The _UNSAFE  variable is an instance of the sun.misc.Unsafe  class. You can easily find documentation on this class around the internet, but the gist of its purpose is to allow a programmer work around the JVMs memory management and directly interact with memory values. If you know what you are doing, directly manipulating values in memory can be very powerful and efficient. However, it does mean you the programmer have to manage any platform or CPU specific rules for directly manipulating memory, such as byte alignment rules.

In the above function, what is effectively happening under the hood is that a memory location, which is indicated by the combination of the object and offset parameters, is getting directly cast to a double type. On the ARM71 CPU in the ODROID XU4 because the CPU can’t work double values that are not aligned, this generates a low-level exception if the memory address is not aligned to an 8 byte boundary. This issue was the root of my problem. I didn’t encounter the problem right away because my initial experiments with Spark on the ODROID XU4 cluster did not manipulate double values.

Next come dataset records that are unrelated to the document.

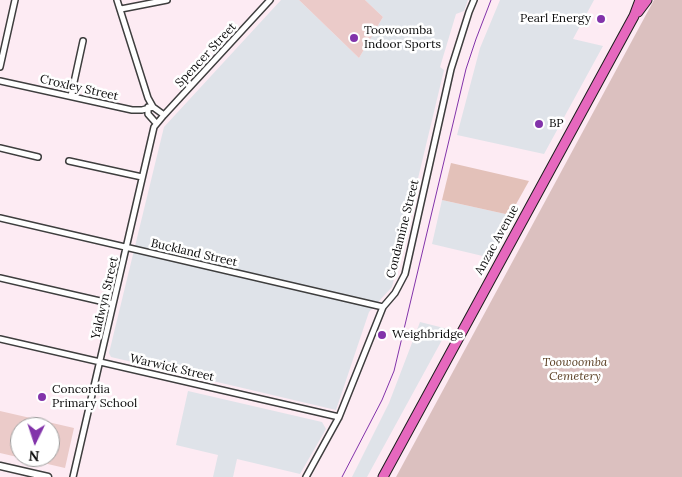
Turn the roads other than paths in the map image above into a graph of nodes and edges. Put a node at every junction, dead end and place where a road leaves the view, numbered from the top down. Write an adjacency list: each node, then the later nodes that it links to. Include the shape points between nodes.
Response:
1 (15, 0): 11 (street)
2 (118, 0): 8 (street)
3 (168, 0): 8 (street)
4 (270, 0): 15 (street, Spencer Street)
5 (474, 0): 25 (street, Condamine Street, via 450,69 404,274 395,293)
6 (640, 0): 9 (highway, Anzac Avenue)
7 (647, 0): 9 (highway, Anzac Avenue)
8 (121, 9): 14 (street)
9 (634, 16): 33 (highway, Anzac Avenue)
10 (82, 41): 13 (street)
11 (0, 67)
12 (0, 80): 13 (street, Croxley Street)
13 (71, 96): 14 (street, Croxley Street, via 132,110)
14 (150, 108): 15 (street); 16 (street, via 148,114)
15 (164, 115): 16 (street, Spencer Street)
16 (156, 123): 20 (street, Yaldwyn Street)
17 (0, 148): 18 (street)
18 (38, 157)
19 (68, 161): 20 (street)
20 (142, 177): 22 (street, Yaldwyn Street)
21 (0, 218): 22 (street, Buckland Street)
22 (127, 247): 24 (street, Yaldwyn Street); 25 (street, Buckland Street)
23 (0, 278): 24 (street)
24 (113, 304): 27 (street, Yaldwyn Street)
25 (383, 307): 28 (street, Condamine Street)
26 (0, 339): 27 (street, Warwick Street)
27 (100, 362): 28 (street, Warwick Street); 31 (street, Yaldwyn Street)
28 (339, 416): 32 (street, Condamine Street)
29 (0, 466): 30 (street)
30 (48, 477)
31 (73, 477)
32 (306, 477)
33 (383, 477)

I didn’t understand that the problem was a byte alignment issue at first, so I filed a bug with the Spark project (SPARK-18819). After some discussions and further investigation, I narrowed the problem down to the above getDouble() function, and created a pull request against the Spark project. However, the code I created would introduce some slowness to Spark in a performance critical location, even on platforms that don’t require double alignment, most notably x86 CPUs. This is because to ensure the cast to double to occur against a memory address that is aligned, I first copy the byte stream data to a memory location that is known to be 8 byte aligned.

Since Spark isn’t really intended to run at scale on platforms like the ODROID XU4, it was determined that the best path here is to create and publish a patch to Spark that people can apply to the Spark source code to build their own distribution of Spark that is able to run on platforms like the ODROID XU4. For those who are interested, the patch is available here:

If you don’t want to go through the process of created a distribution build of Spark yourself. I have created a build with the patch applied of Spark v2.1. This distributions is available here:

For those of you who follow this blog, I have updated my Spark installation posts to use the above distribution with the double  alignment patch applied.